Ей ведь теперь не придется занимать свой досуг тем, о чем Гене знать совсем необязательно. Тсс, у каждого есть свои секретики, так?..

Глава 3

Кирилл сидел на веранде бревенчатого дома, где жил его дед, и щурился на солнце, пробивающее бреши в густой еловой хвое.

Дом был старым, но добротным и удобным, хотя комнат в нем было всего две. Сразу из темного, насквозь пропахшего полынью коридора попадаешь в крохотную кухню, где стояли стол, четыре стула, газовая плита, холодильник, комод и рабочий стол. Из кухни – вход в большую комнату, величественно именуемую дедом гостиной. Там подпирали стены два здоровенных новых дивана друг против друга, меж ними вдоль стены – старомодный платяной шкаф. Большой ламповый телевизор напротив, до сих пор замечательно показывающий. И сервант с пустыми посудными полками. Туда дед летом складывал прессу, чтобы зимой было чем печку растапливать. Из гостиной – вход в крохотную спальню с панцирной койкой, заправленной старинным лоскутным одеялом и заваленной горой настоящих пуховых подушек. Рядом с кроватью тумбочка, где стоял радиоприемник и всегда лежали запасные дедовы очки.

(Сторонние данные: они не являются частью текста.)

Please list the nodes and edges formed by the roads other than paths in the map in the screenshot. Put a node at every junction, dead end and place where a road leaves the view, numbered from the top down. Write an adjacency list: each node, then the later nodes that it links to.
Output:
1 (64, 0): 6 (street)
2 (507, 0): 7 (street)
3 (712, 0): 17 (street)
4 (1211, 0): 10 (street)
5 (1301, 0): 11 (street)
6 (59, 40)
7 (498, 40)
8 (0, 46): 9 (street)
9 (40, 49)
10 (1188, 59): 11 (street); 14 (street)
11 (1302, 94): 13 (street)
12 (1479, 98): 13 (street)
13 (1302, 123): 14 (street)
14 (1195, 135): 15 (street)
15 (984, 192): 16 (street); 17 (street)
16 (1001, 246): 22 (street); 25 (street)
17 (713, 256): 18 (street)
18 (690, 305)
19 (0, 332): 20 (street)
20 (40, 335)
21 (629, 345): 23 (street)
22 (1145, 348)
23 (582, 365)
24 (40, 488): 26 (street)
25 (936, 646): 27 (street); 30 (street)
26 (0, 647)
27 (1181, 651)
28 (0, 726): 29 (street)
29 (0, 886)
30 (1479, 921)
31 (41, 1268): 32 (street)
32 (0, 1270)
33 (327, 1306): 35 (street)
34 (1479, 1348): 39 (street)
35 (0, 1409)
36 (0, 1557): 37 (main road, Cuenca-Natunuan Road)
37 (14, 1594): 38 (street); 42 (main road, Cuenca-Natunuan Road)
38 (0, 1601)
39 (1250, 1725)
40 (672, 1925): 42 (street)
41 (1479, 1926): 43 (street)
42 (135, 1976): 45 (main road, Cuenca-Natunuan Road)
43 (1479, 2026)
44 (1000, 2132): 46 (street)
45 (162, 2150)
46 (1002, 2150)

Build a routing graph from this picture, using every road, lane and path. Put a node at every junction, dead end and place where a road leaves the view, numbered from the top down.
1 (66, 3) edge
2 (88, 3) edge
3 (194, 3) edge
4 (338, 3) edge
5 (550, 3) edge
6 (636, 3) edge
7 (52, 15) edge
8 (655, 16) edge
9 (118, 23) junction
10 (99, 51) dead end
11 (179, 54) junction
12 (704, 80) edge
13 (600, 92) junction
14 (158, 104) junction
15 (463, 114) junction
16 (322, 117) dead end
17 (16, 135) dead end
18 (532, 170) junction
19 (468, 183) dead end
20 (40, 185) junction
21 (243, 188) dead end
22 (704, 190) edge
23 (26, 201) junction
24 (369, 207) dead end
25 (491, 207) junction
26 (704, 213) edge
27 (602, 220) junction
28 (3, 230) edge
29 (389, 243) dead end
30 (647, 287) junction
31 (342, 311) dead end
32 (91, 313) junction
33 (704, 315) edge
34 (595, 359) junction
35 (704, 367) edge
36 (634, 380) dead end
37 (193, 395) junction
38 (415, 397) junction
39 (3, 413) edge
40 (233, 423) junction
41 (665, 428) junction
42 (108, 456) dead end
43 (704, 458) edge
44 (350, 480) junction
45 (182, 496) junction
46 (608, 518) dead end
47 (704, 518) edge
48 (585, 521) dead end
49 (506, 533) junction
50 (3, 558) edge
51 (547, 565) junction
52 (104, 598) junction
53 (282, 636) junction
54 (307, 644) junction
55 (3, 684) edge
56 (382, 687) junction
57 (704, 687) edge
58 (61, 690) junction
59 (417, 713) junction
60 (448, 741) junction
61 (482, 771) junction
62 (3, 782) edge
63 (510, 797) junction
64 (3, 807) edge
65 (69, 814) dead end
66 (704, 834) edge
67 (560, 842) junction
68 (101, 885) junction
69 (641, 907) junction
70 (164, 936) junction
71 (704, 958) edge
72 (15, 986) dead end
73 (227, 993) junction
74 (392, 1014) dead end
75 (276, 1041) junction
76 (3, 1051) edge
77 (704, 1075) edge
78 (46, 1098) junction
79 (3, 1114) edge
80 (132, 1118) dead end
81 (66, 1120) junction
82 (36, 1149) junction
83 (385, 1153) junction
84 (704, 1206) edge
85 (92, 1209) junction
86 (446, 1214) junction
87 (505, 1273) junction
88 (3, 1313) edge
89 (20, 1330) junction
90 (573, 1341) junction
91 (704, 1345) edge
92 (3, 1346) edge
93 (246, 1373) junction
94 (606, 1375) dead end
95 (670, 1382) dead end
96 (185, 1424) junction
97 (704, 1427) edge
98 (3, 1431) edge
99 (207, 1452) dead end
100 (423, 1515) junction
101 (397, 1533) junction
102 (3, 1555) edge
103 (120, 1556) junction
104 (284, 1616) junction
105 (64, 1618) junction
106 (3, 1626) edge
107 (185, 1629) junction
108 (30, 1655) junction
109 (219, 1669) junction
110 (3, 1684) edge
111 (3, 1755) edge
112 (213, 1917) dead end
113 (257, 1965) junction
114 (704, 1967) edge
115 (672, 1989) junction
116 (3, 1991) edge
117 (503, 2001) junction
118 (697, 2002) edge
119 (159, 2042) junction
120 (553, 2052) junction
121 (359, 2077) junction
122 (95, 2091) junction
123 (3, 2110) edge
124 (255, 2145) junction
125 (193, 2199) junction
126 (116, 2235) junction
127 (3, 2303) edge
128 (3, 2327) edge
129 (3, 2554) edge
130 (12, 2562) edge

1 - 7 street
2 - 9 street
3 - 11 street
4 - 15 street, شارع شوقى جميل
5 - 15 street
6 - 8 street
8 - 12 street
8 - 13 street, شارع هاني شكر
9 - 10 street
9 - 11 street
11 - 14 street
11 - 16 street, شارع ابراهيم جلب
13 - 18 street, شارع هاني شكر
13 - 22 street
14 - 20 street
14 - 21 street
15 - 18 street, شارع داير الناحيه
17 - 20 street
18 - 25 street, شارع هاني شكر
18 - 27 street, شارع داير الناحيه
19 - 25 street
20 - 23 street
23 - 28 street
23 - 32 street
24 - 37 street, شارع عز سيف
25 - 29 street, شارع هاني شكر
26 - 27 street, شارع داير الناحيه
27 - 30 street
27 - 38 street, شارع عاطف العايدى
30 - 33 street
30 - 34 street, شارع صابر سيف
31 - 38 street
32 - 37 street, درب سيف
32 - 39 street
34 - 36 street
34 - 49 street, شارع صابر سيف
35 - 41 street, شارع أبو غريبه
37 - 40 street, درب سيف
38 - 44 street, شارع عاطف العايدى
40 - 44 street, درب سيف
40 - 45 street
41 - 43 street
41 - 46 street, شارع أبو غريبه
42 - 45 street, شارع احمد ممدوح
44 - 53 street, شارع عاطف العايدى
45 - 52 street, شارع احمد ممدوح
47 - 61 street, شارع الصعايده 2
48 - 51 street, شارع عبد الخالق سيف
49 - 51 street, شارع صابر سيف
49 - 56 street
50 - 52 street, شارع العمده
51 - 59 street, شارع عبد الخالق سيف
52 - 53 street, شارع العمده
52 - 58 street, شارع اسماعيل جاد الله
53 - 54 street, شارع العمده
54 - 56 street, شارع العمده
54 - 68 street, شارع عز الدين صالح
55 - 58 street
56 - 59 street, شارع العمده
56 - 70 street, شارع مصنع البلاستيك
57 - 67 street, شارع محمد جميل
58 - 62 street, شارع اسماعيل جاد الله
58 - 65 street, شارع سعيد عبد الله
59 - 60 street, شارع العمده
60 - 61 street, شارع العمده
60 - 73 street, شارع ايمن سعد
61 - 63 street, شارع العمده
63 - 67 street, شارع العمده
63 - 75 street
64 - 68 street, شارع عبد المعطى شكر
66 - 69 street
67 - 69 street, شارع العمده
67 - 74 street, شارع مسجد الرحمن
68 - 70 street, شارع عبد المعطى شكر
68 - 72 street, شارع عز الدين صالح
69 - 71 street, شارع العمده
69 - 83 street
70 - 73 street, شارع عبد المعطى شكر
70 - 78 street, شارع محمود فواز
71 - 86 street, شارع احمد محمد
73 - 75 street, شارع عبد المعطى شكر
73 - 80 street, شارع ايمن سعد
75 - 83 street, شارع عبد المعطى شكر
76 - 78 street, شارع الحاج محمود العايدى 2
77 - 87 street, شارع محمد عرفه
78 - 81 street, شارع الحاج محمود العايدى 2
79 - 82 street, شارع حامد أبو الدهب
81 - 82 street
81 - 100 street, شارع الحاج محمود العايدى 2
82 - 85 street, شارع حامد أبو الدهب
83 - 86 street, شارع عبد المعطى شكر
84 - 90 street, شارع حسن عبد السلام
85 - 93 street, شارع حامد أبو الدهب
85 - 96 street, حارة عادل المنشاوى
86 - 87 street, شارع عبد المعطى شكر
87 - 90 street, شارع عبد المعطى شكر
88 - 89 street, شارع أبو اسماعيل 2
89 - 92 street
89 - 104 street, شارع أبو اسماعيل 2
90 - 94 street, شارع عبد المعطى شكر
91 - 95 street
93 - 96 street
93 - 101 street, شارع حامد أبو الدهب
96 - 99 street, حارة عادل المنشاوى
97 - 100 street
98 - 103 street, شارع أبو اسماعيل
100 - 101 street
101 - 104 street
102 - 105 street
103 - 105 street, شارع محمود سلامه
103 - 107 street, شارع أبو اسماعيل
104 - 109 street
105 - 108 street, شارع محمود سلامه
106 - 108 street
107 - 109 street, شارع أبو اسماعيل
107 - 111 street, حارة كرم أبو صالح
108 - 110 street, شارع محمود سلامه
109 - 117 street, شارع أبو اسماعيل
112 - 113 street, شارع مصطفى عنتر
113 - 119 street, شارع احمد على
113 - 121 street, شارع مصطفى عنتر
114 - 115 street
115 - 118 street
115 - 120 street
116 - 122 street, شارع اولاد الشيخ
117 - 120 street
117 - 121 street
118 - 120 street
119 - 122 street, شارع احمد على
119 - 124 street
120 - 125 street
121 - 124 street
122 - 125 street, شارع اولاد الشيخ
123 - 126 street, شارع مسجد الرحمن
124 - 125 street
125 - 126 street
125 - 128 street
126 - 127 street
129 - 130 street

Вообще-то раньше этот дом деду не принадлежал. Дед жил вместе с бабушкой в городе. В трехкомнатной, шикарно отремонтированной родителями Кирилла хрущевке. Бабушка и по сей день там живет. Одна. Дед переехал сюда, в глушь на границе двух областей, у самой кромки елового леса. Он купил этот старый, никому не нужный дом после смерти своей дочери – матери Кирилла. Поначалу просто скрывался тут ото всех, пряча горе в дубовом срубе и воя на стены. Потом вообще переехал.

– Почему, дед? – задавал ему вопросы Кирилл, изредка навещая предка.

– Из-за всякого рода разногласий, – отвечал тот лаконично, не вдаваясь в подробности.

Поскольку бабушка тоже о причинах помалкивала, Кирилл со временем от них отстал. Да и виделись они нечасто. Кирилла поначалу донимали психологи, занимая все свободное от учебы время. Потом он всячески старался создать для отца идиллию семейного очага, который…

Который, как оказалось, ему ни хрена был не нужен. Который у него уже был. Тайный, подпольный. Теперь отец из этого подполья вышел и, более того, ушел насовсем из их общего дома. Когда Кирилл два дня назад ударил отца, а потом скрылся в ванной, он думал, что все утрясется. Что сейчас он выйдет, попросит у отца прощения, и все будет как прежде. Но отца уже не было дома, а его ключи от квартиры лежали на тумбочке в прихожей, красноречивее всяких слов утверждая, что отец ушел навсегда.

Он его бросил…

Дед загремел в кухне, интеллигентно выругался и через пару минут подал Кириллу на веранду через окно кухни огненный электрический чайник и заварник.

– Чашки сам принесу, – проворчал он, потирая обожженные пальцы. – Варенье бабкино будешь?

– Нет. Я же все привез, дед, чего ты.

Кирилл поставил на деревянный стол, стоящий на веранде круглый год, чайник и заварник. Полез в пакет возле плетеного кресла, в котором сидел. Килограмм любимого дедом орехового печенья, килограмм сушек с маком, два батона, полкилограмма сыра и пачка масла. Он выложил все на стол, надорвал пакеты. Через пару минут дед вышел из дома на веранду с чашками. С грохотом поставил на стол, кряхтя, уселся в плетеное кресло напротив Кирилла.

– Печеньки, – мечтательно улыбнулся он, выхватывая из пакета сразу горсть ореховых кругляшек. – Молодец! Помнишь.

– Я, дед, все помню, – многозначительно изрек Кирилл и начал разливать кипяток и заварку по чашкам.

– И что же ты помнишь? – Темно-серого цвета глаза деда уставились на него с интересом. Он улыбнулся: – Как ремня тебе давал в семь лет за то, что ты спалил мою новенькую электробритву, помнишь?

– Ремень не помню, бритву – да. Классная была бритва, дед!

Кирилл улыбнулся. И веселье деда тут же померкло, до того внук был похож на покойную дочь. Глаза, волосы, губы, манера говорить, улыбаться. Вылитая Алина! Была бы жива, теперь порадовалась за сына. Хорошим парнем вырос. Не подлым. Не то что его отец, прости господи.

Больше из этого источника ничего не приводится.